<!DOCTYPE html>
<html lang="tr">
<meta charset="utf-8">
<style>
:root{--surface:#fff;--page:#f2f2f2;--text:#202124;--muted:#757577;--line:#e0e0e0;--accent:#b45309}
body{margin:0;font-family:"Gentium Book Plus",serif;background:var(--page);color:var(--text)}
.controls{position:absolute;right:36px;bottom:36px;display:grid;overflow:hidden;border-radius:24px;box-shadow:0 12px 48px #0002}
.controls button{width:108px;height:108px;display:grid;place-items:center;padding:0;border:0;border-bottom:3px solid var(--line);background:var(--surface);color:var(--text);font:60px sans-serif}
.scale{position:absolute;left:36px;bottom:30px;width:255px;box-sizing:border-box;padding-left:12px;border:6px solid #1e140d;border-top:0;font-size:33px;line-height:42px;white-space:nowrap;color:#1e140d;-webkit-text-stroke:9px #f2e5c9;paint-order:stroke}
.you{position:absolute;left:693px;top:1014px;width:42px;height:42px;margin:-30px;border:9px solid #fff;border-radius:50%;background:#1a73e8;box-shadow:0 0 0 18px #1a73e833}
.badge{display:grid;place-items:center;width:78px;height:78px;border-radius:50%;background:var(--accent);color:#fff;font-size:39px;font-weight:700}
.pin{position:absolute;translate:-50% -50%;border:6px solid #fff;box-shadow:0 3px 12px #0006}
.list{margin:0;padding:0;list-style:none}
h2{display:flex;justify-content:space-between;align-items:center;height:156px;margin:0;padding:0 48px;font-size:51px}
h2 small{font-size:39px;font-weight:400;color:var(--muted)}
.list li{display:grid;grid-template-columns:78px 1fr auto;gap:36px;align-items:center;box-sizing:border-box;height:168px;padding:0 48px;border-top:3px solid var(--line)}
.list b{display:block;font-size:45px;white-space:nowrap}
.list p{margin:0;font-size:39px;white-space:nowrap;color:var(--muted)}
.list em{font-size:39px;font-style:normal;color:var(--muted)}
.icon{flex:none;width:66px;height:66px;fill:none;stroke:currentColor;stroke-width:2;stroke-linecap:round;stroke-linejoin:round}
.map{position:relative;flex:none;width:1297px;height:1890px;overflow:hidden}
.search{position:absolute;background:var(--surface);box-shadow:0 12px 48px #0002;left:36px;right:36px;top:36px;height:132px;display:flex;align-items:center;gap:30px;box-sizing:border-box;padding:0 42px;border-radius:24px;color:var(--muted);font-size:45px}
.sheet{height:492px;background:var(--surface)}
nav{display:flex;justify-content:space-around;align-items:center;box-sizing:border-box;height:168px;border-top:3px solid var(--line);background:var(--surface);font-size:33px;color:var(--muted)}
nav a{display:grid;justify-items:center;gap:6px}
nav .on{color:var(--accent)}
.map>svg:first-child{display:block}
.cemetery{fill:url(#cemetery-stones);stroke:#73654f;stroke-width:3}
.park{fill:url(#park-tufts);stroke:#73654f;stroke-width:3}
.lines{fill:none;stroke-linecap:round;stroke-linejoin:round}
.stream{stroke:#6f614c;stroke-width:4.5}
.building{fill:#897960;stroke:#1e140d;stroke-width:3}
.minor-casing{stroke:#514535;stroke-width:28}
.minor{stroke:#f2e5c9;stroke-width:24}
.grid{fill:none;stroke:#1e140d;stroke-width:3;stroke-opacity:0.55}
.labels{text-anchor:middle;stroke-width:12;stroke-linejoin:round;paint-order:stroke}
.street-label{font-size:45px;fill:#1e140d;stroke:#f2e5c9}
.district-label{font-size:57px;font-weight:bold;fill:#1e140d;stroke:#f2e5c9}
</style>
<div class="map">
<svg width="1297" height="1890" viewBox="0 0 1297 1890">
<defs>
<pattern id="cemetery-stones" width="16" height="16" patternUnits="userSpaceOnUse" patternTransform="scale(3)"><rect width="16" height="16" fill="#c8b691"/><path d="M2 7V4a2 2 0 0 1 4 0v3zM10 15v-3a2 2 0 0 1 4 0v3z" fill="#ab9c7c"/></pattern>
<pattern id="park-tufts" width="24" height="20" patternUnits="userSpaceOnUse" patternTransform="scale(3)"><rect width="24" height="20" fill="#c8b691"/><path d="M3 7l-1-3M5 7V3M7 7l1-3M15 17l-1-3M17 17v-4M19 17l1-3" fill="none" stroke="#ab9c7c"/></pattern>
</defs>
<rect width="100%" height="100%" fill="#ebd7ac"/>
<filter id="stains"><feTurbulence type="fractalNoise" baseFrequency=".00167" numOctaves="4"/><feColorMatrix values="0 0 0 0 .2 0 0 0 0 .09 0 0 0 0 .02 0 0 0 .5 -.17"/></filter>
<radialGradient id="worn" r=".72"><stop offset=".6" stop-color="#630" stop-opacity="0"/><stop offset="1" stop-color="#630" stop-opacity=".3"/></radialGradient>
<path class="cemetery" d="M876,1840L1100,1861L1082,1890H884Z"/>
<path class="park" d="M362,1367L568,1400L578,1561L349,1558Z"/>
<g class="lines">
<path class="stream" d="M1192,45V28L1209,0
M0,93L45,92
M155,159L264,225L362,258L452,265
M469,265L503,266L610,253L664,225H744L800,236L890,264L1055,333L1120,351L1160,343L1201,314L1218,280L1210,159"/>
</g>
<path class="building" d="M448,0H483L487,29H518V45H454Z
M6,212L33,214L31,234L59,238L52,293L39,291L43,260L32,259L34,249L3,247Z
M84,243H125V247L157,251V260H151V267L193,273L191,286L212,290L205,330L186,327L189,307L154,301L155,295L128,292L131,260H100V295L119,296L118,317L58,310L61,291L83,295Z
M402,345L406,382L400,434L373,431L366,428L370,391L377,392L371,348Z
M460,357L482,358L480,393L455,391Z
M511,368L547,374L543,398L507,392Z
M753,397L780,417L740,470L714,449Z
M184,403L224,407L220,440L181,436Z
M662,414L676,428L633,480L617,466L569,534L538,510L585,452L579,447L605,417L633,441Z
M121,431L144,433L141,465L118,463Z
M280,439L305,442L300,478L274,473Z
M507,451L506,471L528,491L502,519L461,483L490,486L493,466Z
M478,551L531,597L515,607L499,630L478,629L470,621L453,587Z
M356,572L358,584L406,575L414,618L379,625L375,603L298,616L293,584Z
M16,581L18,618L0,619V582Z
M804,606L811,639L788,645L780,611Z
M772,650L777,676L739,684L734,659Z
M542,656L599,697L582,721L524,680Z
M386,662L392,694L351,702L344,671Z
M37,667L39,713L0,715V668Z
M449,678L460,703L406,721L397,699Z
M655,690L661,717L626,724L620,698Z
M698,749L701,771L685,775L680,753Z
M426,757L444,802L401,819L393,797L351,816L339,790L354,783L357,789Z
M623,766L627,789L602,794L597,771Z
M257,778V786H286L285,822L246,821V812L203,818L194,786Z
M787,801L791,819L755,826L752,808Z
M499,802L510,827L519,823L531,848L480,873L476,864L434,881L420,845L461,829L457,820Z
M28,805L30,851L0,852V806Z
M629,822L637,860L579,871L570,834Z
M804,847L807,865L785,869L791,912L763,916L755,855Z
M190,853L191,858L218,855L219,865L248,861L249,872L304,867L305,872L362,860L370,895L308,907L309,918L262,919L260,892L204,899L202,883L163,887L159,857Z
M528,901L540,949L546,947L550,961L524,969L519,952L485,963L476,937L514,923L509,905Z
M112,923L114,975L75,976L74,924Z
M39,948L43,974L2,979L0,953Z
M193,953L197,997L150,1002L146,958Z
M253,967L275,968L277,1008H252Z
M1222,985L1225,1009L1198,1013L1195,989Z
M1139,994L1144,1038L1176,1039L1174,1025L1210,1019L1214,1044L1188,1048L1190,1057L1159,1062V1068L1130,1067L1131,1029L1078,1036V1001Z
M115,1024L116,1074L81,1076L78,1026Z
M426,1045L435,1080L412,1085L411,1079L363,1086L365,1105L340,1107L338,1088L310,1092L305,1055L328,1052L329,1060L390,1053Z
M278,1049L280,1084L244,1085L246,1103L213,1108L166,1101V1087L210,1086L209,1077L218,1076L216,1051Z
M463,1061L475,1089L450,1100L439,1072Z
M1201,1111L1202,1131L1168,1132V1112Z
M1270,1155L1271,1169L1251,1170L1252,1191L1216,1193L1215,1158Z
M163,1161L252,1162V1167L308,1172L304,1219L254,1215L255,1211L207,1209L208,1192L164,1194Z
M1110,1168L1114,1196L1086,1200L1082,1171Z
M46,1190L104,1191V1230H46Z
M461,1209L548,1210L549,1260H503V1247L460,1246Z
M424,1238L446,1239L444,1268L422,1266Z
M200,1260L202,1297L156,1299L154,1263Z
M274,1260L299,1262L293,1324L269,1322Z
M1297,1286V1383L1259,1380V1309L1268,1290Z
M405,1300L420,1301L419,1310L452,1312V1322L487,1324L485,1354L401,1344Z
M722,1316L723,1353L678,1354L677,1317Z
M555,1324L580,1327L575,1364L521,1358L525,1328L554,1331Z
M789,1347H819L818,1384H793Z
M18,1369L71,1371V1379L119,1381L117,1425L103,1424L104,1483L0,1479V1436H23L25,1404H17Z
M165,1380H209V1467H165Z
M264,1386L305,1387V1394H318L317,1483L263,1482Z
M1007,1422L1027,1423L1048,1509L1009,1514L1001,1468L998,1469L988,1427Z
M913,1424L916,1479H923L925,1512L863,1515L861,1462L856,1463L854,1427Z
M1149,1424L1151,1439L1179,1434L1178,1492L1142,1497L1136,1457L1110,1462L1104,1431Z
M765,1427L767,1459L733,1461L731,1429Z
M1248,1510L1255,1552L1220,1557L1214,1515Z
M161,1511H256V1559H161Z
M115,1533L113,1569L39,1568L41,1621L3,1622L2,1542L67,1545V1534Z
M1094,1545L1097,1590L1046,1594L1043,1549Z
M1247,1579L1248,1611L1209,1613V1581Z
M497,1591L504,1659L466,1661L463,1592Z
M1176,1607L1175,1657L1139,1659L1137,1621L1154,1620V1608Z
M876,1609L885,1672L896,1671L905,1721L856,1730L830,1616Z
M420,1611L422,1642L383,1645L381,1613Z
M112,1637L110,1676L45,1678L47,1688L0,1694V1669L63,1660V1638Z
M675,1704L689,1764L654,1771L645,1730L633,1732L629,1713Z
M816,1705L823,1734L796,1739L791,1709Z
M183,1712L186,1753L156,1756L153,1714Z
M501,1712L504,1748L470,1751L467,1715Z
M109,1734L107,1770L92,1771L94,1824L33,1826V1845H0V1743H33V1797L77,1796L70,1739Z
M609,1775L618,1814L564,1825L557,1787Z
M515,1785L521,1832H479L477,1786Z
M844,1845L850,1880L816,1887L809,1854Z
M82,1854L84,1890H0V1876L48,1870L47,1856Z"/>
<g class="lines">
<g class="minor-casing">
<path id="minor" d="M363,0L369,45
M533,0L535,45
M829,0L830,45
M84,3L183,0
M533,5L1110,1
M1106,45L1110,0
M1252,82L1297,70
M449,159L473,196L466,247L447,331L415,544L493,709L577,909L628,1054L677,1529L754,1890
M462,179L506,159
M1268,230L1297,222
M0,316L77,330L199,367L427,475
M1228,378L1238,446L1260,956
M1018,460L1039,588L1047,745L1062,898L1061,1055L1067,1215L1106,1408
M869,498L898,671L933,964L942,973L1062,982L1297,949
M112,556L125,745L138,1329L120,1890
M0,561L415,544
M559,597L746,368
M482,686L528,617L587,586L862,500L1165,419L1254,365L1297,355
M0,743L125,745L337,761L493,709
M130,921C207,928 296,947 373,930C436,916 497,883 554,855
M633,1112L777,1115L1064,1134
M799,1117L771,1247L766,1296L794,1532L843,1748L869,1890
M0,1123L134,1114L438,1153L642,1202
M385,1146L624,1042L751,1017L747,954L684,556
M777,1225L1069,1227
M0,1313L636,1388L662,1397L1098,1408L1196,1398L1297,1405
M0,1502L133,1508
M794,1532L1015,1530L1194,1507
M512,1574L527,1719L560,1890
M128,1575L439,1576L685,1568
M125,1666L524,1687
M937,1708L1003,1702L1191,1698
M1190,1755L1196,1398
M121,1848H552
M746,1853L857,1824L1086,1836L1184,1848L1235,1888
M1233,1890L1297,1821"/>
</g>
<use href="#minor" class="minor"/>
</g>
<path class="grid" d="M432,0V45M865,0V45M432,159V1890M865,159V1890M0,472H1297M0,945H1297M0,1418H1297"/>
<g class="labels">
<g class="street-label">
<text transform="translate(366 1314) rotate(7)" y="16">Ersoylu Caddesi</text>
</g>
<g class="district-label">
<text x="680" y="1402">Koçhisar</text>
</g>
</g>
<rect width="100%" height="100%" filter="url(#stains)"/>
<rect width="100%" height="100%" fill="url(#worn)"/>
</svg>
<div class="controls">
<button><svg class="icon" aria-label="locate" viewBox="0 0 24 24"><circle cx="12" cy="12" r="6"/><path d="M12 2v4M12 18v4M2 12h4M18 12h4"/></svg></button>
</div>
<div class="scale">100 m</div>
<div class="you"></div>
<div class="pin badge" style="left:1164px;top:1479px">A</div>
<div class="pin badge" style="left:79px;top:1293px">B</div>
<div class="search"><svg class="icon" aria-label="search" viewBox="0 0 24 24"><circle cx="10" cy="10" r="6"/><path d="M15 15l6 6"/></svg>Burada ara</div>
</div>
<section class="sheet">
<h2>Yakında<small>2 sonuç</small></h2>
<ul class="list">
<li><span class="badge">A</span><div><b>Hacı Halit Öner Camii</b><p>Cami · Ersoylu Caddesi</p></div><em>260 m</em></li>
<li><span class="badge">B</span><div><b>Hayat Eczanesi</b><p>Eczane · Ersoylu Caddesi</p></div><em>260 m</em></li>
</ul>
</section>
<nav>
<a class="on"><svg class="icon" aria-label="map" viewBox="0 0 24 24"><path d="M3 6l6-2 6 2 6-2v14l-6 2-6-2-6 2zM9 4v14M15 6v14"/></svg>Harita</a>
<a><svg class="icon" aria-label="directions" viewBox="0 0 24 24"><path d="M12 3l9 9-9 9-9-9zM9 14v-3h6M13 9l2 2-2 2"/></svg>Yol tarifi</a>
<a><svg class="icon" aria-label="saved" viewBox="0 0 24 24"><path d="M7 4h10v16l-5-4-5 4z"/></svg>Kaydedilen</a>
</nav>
++++
WORK TASK: Your answer should consist of the lines above that hold the word "linecap".

COMPLETED TASK:
.icon{flex:none;width:66px;height:66px;fill:none;stroke:currentColor;stroke-width:2;stroke-linecap:round;stroke-linejoin:round}
.lines{fill:none;stroke-linecap:round;stroke-linejoin:round}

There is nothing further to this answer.